Is the male body truly free on the runway? Marketing, inclusivity, and new forms of objectification
Talking about fashion also means talking about bodies and, usually, talking about bodies also means addressing sex. Feminist movements, with #MeToo leading the way, have brought into public view the issue of the sexualization of the female body, portrayed everywhere as a mere object of desire. Yet during the last men’s Fashion Week, Dsquared2 closed its FW26 show dedicated to Canada and hockey with creative directors Dean and Dan Caten carried on the shoulders of two young shirtless models. Images that, in some way, are accepted and even celebrated. Would we have the same reaction if similar performances involved the female body?
The male body between immunity and inattention
Donald Braho, Head of Men’s Division at Wonderwall Management, acknowledges a substantial difference in how the male body is treated compared to the female body in advertising campaigns. «The female body has always carried greater sensitivity and moral tension: even a small exposed detail can spark controversy. The male body, instead, has enjoyed a sort of immunity, until things enter explicitly sexual territory.»

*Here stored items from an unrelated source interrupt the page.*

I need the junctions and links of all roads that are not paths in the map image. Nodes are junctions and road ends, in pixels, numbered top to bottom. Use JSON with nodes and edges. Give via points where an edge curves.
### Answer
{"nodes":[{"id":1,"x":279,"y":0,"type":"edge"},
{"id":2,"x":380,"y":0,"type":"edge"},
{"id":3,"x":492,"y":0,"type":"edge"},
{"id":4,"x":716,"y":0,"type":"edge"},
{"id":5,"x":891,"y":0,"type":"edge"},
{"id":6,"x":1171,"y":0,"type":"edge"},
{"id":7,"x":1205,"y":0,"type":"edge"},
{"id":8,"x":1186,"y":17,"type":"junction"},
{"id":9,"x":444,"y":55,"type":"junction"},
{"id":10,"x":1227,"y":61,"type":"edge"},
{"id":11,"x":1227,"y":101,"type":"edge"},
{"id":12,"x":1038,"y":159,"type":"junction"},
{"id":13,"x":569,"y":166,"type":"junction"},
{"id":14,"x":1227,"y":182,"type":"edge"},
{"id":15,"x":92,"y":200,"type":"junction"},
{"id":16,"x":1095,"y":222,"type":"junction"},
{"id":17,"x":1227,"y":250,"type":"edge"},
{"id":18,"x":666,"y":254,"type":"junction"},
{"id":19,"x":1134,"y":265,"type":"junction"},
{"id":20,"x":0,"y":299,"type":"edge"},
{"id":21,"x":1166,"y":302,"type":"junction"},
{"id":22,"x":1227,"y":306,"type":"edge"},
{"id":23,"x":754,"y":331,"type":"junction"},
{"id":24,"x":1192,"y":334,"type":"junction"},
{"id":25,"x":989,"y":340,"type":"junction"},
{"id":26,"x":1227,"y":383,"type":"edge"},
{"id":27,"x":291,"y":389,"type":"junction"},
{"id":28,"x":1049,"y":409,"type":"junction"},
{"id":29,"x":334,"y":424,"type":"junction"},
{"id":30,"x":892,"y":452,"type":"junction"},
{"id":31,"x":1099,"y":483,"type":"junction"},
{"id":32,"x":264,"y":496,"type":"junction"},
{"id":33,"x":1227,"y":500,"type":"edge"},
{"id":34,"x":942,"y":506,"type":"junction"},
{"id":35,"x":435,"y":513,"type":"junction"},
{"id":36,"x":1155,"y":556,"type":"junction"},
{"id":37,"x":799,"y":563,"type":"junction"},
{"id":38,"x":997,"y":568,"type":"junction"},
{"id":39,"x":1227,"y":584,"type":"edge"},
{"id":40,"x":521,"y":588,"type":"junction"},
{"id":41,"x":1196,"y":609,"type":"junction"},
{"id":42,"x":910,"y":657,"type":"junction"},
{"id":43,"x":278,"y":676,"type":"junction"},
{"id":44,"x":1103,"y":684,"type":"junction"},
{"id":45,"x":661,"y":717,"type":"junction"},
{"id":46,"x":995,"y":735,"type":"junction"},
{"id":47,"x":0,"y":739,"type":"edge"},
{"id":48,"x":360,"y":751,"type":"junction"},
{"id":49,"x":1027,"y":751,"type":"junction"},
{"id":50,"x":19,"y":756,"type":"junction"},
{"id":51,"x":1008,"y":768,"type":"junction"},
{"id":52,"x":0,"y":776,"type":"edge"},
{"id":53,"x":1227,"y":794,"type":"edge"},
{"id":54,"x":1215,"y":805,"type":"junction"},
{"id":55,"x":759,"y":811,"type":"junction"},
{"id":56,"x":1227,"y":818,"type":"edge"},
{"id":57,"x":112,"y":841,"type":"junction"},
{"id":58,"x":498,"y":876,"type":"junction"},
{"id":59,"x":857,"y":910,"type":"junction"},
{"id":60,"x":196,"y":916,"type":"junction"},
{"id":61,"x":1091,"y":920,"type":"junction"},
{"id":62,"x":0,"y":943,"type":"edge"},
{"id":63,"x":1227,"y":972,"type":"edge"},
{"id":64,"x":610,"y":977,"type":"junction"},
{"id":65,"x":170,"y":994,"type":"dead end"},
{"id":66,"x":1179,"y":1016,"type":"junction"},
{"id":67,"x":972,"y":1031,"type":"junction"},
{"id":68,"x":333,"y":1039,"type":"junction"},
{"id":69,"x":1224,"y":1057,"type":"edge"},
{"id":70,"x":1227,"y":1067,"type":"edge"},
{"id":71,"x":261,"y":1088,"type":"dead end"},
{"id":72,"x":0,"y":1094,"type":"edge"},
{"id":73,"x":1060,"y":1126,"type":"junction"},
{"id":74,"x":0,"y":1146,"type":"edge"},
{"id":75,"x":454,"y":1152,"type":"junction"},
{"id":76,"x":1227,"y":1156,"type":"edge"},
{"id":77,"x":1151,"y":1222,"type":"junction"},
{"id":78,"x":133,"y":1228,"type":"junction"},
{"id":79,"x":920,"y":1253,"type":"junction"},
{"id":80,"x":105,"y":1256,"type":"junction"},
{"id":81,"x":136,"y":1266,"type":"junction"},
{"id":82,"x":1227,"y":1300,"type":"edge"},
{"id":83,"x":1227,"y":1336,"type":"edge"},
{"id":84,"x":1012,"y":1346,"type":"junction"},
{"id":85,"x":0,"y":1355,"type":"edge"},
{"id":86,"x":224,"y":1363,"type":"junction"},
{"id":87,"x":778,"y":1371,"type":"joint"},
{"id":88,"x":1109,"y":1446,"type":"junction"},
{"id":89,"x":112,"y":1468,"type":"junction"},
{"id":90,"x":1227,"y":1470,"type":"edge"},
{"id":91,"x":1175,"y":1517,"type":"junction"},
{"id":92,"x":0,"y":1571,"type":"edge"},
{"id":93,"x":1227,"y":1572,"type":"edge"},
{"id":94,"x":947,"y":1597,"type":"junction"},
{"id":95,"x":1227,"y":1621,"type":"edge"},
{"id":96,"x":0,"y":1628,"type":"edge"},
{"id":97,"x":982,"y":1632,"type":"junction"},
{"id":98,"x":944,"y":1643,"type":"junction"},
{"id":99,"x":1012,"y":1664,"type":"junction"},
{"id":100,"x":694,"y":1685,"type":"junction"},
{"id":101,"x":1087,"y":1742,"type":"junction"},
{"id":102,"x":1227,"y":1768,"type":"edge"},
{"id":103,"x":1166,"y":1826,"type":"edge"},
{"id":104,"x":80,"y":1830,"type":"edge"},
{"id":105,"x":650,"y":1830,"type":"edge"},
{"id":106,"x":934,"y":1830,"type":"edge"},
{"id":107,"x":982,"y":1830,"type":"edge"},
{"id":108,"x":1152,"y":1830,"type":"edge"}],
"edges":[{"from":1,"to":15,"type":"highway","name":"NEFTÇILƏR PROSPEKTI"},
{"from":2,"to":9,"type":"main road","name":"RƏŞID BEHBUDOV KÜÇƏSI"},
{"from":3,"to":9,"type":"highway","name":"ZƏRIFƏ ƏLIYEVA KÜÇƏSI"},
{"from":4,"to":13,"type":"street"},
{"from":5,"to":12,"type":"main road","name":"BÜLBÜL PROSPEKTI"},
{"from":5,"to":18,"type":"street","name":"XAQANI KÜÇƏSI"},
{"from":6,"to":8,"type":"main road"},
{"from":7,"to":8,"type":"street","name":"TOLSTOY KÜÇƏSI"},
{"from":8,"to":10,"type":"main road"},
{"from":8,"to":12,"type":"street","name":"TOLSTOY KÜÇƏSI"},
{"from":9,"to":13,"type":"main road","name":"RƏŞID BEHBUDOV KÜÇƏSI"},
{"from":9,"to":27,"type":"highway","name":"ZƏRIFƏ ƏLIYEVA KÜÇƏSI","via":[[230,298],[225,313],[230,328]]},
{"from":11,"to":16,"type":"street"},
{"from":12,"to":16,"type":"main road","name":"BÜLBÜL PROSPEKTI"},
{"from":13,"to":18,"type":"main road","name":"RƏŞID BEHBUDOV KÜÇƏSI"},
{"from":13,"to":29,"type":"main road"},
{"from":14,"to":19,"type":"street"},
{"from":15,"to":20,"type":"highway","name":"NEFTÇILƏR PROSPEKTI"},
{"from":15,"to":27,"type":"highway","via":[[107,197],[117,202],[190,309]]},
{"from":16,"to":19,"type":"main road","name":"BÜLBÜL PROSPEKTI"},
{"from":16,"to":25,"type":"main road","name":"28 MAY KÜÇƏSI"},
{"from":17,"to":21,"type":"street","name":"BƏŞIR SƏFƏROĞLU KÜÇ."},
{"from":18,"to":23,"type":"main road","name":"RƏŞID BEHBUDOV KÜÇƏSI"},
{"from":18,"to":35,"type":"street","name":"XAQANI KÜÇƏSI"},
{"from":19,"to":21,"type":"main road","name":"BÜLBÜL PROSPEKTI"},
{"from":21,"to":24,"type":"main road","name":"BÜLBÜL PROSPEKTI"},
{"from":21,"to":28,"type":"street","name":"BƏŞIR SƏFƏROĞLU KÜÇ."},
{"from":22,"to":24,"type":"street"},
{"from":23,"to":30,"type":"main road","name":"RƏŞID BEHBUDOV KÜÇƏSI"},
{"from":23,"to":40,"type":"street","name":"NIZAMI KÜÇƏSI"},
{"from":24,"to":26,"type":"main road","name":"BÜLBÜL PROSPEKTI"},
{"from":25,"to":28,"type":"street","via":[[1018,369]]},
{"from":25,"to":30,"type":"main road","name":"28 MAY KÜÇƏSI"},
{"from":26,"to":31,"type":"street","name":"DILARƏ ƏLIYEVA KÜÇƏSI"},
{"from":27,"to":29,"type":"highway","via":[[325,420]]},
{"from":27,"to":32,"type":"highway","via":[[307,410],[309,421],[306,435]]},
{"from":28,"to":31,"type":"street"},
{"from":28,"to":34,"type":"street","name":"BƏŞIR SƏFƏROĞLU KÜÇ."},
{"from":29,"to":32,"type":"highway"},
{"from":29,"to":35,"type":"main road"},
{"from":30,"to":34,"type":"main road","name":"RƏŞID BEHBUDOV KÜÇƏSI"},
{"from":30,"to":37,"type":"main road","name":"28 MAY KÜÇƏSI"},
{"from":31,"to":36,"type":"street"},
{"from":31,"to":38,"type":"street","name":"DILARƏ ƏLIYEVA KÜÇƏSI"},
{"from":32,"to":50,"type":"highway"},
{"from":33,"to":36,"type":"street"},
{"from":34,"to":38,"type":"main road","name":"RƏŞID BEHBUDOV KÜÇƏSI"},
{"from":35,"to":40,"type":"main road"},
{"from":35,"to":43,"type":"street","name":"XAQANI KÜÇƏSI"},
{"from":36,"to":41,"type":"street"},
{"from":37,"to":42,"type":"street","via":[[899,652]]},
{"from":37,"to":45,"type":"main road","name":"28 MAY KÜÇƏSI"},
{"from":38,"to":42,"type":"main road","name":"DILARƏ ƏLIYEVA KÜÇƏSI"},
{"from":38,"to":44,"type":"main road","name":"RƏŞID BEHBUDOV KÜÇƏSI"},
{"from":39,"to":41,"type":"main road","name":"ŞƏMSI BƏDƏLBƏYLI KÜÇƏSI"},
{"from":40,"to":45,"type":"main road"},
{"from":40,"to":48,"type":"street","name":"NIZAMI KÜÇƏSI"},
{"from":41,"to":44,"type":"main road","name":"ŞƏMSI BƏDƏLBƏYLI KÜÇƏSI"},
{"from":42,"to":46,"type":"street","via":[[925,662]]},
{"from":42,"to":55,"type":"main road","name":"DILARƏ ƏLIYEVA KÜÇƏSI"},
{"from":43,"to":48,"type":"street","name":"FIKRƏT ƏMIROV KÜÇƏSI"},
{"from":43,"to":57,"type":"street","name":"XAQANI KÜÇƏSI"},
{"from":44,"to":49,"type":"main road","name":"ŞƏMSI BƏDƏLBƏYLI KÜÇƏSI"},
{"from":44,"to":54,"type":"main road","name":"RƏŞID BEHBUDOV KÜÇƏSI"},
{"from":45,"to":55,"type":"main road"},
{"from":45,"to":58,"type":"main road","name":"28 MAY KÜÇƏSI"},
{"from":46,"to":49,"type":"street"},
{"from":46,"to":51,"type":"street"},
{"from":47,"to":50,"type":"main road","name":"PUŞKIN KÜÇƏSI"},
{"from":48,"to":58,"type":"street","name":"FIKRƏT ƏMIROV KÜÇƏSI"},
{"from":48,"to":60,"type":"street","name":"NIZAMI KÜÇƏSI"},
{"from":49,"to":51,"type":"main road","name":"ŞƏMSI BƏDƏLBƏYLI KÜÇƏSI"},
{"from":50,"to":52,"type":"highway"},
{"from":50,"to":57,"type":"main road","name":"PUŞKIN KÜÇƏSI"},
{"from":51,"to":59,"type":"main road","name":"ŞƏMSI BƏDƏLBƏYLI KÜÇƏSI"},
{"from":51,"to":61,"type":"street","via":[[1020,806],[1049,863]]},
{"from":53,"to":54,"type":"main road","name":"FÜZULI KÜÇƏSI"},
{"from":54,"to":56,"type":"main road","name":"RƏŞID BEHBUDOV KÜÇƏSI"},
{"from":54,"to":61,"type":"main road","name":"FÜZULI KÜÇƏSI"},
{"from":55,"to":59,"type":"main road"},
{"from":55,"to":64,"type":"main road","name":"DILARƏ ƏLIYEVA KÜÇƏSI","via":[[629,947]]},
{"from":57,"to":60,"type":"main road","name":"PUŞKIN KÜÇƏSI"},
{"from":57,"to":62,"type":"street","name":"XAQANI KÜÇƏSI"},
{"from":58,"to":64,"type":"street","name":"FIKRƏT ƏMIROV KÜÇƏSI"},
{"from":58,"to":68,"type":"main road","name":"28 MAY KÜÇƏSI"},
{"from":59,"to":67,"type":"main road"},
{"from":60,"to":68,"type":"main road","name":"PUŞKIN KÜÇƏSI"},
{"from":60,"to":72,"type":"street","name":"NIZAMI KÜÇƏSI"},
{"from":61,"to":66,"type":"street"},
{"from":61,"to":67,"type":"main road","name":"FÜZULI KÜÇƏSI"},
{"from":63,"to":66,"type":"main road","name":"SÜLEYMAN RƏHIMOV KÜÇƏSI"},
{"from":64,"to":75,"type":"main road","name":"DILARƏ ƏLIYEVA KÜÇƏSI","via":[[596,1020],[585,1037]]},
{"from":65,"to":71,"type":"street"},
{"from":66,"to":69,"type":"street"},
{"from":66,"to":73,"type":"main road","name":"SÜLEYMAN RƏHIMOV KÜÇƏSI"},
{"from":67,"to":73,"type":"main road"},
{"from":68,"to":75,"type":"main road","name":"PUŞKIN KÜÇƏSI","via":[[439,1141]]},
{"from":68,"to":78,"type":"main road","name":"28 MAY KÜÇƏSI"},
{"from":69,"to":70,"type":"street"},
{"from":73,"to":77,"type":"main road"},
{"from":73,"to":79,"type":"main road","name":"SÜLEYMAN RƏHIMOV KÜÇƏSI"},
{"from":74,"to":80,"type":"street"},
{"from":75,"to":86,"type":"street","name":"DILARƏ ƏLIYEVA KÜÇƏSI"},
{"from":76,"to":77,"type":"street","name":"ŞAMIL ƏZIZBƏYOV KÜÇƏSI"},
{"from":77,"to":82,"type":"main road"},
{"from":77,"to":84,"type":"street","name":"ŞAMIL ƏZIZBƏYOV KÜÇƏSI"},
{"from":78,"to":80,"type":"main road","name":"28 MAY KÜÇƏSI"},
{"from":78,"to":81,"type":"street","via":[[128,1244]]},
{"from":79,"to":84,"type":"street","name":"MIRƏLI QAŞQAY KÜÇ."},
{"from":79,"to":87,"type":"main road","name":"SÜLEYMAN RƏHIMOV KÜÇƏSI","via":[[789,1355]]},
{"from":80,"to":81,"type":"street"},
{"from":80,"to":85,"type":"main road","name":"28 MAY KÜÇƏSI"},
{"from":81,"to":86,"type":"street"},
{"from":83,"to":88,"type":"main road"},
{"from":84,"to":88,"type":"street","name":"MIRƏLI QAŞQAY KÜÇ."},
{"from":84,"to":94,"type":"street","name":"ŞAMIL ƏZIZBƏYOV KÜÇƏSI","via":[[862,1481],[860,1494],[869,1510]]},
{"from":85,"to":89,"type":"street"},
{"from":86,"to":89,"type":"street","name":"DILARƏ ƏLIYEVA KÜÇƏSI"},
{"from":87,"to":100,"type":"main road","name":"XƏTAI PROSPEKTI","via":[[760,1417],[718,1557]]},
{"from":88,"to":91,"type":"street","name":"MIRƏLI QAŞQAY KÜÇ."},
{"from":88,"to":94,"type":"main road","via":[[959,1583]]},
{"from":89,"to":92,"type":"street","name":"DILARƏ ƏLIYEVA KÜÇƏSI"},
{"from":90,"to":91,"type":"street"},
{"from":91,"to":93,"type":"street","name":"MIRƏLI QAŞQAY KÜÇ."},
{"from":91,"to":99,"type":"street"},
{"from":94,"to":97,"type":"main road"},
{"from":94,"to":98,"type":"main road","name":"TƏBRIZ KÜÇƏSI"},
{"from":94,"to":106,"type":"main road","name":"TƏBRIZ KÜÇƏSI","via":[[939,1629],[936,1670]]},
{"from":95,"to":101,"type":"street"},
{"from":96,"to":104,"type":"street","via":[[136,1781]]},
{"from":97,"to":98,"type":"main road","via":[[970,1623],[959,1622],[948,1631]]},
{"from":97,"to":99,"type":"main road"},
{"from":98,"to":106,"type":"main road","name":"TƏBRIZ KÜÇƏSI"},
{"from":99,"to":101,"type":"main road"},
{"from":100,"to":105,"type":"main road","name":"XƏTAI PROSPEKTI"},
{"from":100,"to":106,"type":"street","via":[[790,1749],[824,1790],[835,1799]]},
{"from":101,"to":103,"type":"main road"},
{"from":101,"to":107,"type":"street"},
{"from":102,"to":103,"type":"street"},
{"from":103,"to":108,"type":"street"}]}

A clear example is the reception of the black-and-white images of Jung Kook, member of the South Korean group BTS, Bad Bunny and Jeremy Allen White wearing Calvin Klein underwear. «That said,» Braho continues, «there are cases in which the male body has also been used in an almost dehumanizing way, recently in shows that evoked a superficial, excessive, deliberately trash imagery. It’s different when eroticism is built through artistic language. I’m thinking of certain Dolce&Gabbana campaigns photographed by Steven Meisel: there, eroticism recalls classical sculpture, timeless photography. It’s not fast consumption, it’s structured aesthetics.»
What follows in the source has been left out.